Saved entries:

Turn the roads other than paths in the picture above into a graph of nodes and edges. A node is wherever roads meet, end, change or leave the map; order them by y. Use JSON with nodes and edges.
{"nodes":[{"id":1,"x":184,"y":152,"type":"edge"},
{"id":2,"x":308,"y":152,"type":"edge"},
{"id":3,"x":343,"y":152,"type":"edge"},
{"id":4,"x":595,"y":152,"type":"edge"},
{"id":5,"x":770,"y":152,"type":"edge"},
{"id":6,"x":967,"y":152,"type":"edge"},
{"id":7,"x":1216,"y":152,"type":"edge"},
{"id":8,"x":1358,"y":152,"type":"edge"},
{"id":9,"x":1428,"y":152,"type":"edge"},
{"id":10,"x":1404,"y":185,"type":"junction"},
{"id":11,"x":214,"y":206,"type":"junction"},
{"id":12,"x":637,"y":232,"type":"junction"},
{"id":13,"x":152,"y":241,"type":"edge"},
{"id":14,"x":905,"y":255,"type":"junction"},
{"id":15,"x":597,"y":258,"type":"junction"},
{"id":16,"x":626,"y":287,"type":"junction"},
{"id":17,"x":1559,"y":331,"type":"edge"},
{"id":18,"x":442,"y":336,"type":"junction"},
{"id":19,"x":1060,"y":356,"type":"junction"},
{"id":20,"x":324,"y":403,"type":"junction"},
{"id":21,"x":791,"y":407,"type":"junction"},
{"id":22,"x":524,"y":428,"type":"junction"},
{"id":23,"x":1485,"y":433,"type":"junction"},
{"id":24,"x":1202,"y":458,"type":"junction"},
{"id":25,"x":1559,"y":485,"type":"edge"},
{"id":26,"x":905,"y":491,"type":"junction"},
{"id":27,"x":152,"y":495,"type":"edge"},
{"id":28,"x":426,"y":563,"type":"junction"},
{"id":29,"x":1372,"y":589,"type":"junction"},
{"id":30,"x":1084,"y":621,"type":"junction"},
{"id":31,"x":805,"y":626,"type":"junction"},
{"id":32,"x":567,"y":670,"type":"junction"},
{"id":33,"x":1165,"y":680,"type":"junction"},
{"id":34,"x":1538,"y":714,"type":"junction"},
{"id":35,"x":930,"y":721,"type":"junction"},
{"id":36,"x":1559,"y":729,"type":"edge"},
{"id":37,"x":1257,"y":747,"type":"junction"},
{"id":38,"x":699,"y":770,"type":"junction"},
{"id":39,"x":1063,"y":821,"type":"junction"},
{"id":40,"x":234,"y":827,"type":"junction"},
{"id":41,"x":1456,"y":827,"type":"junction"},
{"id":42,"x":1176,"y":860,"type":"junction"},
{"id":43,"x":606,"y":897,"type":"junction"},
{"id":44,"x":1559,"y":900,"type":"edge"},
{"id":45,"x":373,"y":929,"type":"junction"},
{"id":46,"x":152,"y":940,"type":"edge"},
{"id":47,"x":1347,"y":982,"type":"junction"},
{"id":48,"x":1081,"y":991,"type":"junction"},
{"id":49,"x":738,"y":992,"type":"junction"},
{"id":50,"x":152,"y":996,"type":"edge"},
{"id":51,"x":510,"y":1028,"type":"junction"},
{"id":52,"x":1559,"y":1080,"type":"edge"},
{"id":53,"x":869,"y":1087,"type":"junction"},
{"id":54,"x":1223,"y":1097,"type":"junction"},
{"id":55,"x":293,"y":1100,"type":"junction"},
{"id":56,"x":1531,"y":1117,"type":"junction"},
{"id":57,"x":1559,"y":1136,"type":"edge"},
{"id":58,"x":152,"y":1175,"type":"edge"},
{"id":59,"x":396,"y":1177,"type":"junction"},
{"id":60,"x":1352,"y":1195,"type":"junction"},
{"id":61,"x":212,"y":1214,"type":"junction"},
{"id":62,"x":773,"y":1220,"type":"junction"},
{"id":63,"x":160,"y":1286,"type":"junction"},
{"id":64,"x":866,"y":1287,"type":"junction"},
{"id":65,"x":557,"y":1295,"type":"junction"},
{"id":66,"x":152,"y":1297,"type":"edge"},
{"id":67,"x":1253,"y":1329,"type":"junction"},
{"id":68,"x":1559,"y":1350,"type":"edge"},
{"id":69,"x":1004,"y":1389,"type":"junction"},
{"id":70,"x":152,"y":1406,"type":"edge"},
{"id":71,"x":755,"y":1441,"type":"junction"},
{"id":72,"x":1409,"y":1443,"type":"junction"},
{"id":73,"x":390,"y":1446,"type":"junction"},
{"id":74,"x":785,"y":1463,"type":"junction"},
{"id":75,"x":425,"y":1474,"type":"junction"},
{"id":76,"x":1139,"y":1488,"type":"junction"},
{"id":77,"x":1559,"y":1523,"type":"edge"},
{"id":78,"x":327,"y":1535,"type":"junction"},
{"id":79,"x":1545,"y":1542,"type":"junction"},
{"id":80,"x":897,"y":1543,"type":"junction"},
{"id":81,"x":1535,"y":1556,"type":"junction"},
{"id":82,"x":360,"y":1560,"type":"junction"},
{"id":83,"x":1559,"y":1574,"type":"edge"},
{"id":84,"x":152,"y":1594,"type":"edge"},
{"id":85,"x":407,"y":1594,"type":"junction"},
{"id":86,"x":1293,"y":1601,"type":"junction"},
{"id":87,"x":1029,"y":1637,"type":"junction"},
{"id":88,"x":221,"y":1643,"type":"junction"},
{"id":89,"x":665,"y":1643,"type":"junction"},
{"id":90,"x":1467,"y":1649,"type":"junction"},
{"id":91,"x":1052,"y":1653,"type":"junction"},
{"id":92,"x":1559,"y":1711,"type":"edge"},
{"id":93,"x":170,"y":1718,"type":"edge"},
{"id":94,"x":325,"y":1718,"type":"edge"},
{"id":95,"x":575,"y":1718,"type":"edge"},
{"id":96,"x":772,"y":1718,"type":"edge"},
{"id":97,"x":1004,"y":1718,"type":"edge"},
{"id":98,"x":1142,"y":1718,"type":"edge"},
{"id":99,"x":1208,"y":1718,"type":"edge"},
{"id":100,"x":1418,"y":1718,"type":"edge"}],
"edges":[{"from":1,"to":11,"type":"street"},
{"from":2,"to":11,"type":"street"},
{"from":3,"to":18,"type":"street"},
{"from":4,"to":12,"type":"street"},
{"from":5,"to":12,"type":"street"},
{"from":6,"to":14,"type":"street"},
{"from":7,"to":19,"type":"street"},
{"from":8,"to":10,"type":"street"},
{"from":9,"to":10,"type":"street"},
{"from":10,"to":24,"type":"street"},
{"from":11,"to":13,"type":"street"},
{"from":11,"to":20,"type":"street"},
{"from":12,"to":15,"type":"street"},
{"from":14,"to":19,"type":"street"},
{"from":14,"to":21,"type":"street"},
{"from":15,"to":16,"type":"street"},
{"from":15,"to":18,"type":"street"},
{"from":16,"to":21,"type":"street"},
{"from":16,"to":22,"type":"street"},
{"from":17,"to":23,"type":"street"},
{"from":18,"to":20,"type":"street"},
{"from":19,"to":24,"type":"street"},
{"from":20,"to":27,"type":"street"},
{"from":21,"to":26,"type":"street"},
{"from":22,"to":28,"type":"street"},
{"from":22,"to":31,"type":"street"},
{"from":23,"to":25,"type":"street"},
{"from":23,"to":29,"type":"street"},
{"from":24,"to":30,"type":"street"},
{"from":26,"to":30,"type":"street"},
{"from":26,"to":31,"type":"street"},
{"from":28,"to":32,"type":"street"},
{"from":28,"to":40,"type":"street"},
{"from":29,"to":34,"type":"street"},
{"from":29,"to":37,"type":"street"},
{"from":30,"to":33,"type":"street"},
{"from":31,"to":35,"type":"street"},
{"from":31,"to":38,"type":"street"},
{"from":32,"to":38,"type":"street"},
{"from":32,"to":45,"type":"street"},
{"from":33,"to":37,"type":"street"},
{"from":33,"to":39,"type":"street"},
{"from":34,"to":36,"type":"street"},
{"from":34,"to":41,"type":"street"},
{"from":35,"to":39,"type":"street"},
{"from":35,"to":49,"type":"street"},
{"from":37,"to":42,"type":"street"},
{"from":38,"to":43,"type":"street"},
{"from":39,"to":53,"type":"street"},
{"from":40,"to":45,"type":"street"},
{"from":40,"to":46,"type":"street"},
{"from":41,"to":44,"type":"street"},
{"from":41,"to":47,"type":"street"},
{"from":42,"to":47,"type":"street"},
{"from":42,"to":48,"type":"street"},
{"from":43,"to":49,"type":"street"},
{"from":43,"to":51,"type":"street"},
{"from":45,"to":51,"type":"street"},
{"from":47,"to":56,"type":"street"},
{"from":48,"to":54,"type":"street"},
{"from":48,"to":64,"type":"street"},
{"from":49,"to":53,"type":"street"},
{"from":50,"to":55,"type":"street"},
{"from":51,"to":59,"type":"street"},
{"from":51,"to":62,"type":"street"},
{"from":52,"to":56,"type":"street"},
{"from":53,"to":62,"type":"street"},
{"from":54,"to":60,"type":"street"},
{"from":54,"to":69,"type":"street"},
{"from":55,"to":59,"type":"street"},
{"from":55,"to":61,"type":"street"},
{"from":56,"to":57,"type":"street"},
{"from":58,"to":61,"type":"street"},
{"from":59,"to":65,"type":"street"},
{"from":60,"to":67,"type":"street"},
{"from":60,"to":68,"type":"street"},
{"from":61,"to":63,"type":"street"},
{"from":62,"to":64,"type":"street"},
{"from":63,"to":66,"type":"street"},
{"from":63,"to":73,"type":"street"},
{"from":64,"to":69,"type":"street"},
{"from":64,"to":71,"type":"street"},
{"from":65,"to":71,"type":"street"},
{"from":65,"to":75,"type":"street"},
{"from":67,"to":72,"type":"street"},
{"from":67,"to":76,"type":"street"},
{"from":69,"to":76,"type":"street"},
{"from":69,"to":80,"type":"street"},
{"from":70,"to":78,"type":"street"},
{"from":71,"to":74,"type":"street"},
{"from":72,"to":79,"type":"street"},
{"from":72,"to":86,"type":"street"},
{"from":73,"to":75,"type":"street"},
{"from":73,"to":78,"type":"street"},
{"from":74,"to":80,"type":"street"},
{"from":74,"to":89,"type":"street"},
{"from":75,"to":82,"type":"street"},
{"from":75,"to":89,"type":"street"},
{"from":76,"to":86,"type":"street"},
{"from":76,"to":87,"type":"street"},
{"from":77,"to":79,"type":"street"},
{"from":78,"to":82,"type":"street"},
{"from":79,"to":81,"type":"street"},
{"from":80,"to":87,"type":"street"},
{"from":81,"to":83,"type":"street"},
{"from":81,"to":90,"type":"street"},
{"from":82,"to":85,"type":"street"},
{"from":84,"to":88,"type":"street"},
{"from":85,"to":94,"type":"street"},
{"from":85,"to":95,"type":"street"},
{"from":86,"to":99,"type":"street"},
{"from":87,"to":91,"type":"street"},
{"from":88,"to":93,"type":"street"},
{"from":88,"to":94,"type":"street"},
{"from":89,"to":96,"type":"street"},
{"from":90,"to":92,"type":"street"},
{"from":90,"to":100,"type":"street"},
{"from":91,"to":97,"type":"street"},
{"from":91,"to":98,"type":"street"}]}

- [TASK DETAILS]:
Provide the number of lines in the records above containing the string "nodes", and write nothing more.

- [TASK RESPONSE]:
2